The Panel of Lights

At the risk of giving away my age, not that that is any real secret, I was reminiscing about the time when I started in the field of IT.  Eons ago before the venerable desktop but not quite as far back as the punch card or patch board, but never the less far enough.  Far enough for me to have witnessed, what was probably the last, Punch Card Operator.  For those of you who are wondering, the Punch Card Operator was the person who took your coding sheets, yes we wrote our programs on special paper called coding sheets and in the process wiped out a huge number of forests, and a Punch Card Operator, using a punch card machine, punched holes into a card of approximately 3x6 inches.  These cards were then read in by a punch card reader and translated into a stream of characters which could then be viewed on a screen, edited and turned into a computer program if you managed to get it compiled.

I was fortunate enough to skip this era of computing and arrived when monitors and keyboards were being used and, although in the vogue, were expensive and scarce. The monitors took up a desk worth of space and the keyboards were almost as big as a regular typewriter.  These monitors could display only green characters and hence the term "green screen".  They were merely input devices and contained no computing power whatsoever, well to be honest, just enough computing power to display a set of characters on the screen.  In effect they were "dumb" and if you disconnected them from the network they ceased to function.

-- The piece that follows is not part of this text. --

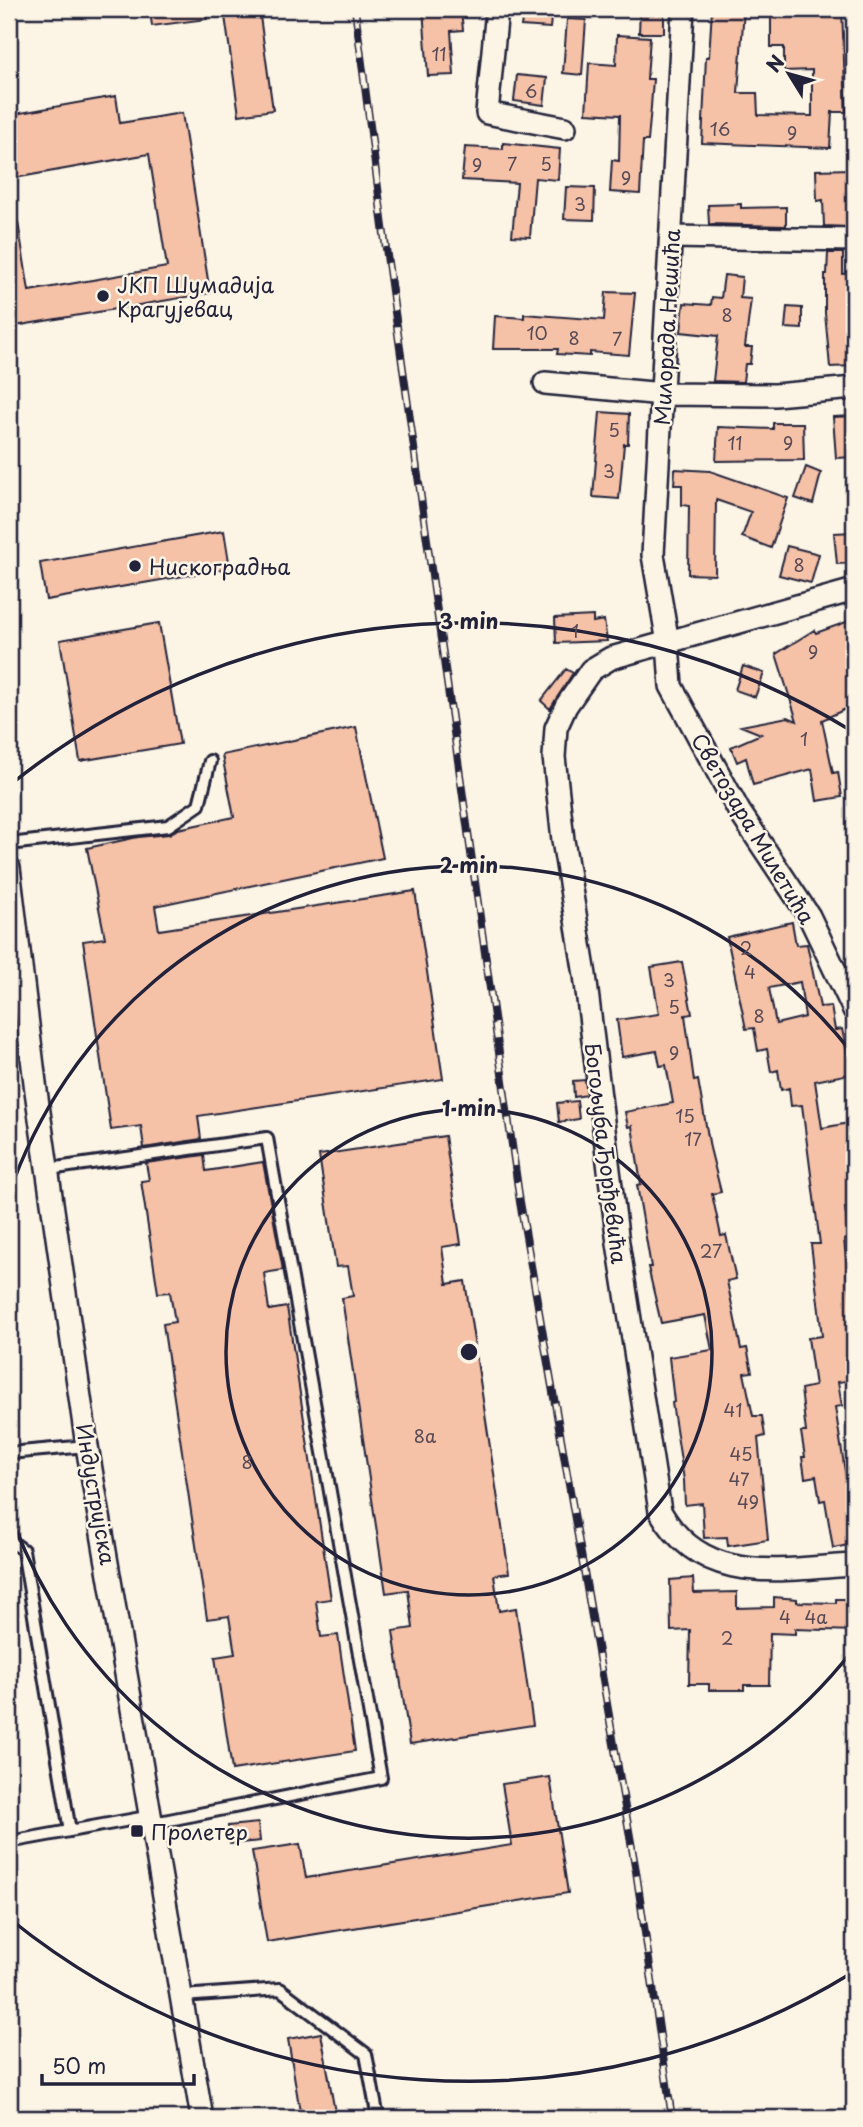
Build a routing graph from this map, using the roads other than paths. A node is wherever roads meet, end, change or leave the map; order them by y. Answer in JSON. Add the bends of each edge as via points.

But the real exciting thing were the machines or more affectionately the computer.  It was a hulk of a beast, that required an area the size of a two bedroomed apartment with special air-conditioning systems and a huge supply of water, pumps and radiators to keep it cool and we called it a "mainframe".  No you could not have one at home, not even in your garage or basement!

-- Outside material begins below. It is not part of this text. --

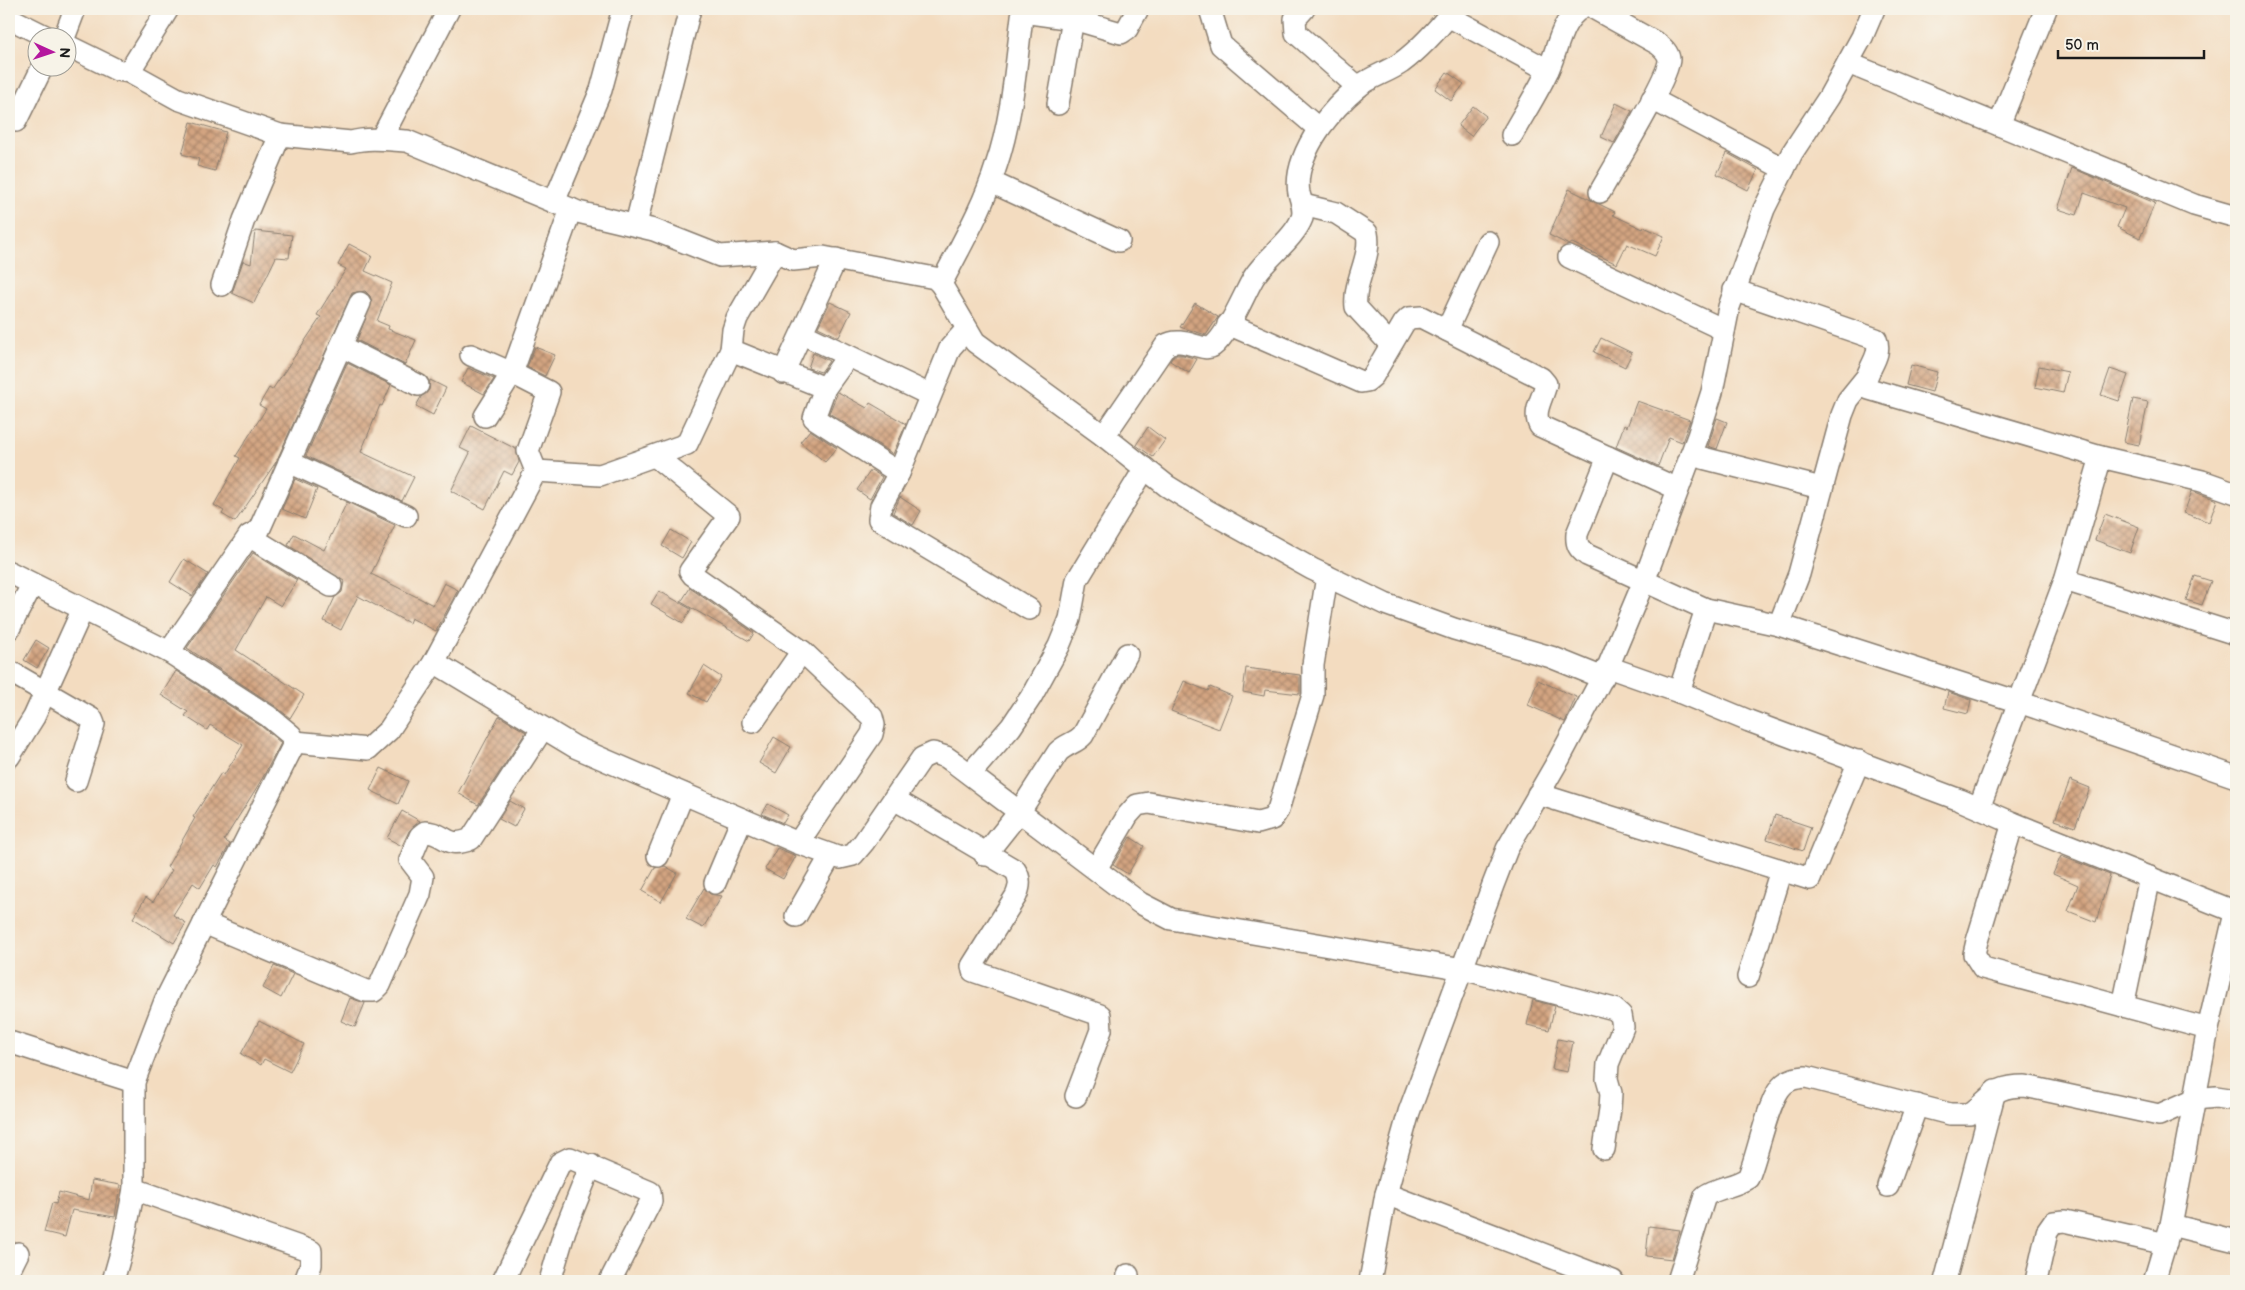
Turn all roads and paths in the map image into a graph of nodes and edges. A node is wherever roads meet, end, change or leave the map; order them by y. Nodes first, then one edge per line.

There were tape drives, yes you heard right, tape drives, the thing of sic-fi movies, with two reels, a feeder and a take up reel, and the whole thing used a vacuum system to automatically thread it through the tape reader.  A marvel of mechanical engineering. And removable hard disk drives the size of 20 gallon drums that could hold megabytes of data.

I quite clearly remember the day we went to visit the computer room for the first time.  We were all excited as we entered the climate controlled environment, kept at a constant 16C.  On the left as you entered the door, which was 6 inches of steel and had to be swung open by hand, were the printers with there hammers and chains waiting for the right moment to strike a letter imprinting the paper.  They were the size of an industrial stove and literally converted reams and reams of blank paper into neatly printed reports.

Then the disk farm with its hordes of removable disk drives and the tape drives rolling the tape of the feeder reel and onto the take-up reel at an incredible speed. And finally the hulk itself a huge metal cabinet with no discerning features but a switch resembling a huge red light switch.  A little way away the console, a screen and keyboard directly wired to the machine, to keep it in check and behind that, what we had all been waiting to see, the light panel.

As witnessed in all the sic-fi movies I had seen before, the light panel full of flickering lights of different colours, mesmerising.  I had seen my first computer and, just like the sci-fi movies that I was addicted too, the machine at work in the form of the flickering panel of lights.  The entire tour group stood in awe as we watched.  I could almost imagine the bits and bytes being processed  as the various lights flickered on and off in total randomness.  I was in awe.

A few years after this very memorable experience, when I had moved on from being a programmer and moved into the realm of System Programming, my world was shattered when I learned that the unassuming hulk with the big red switch was the computer!

As for the panel of lights, well that was the air-conditioning control unit!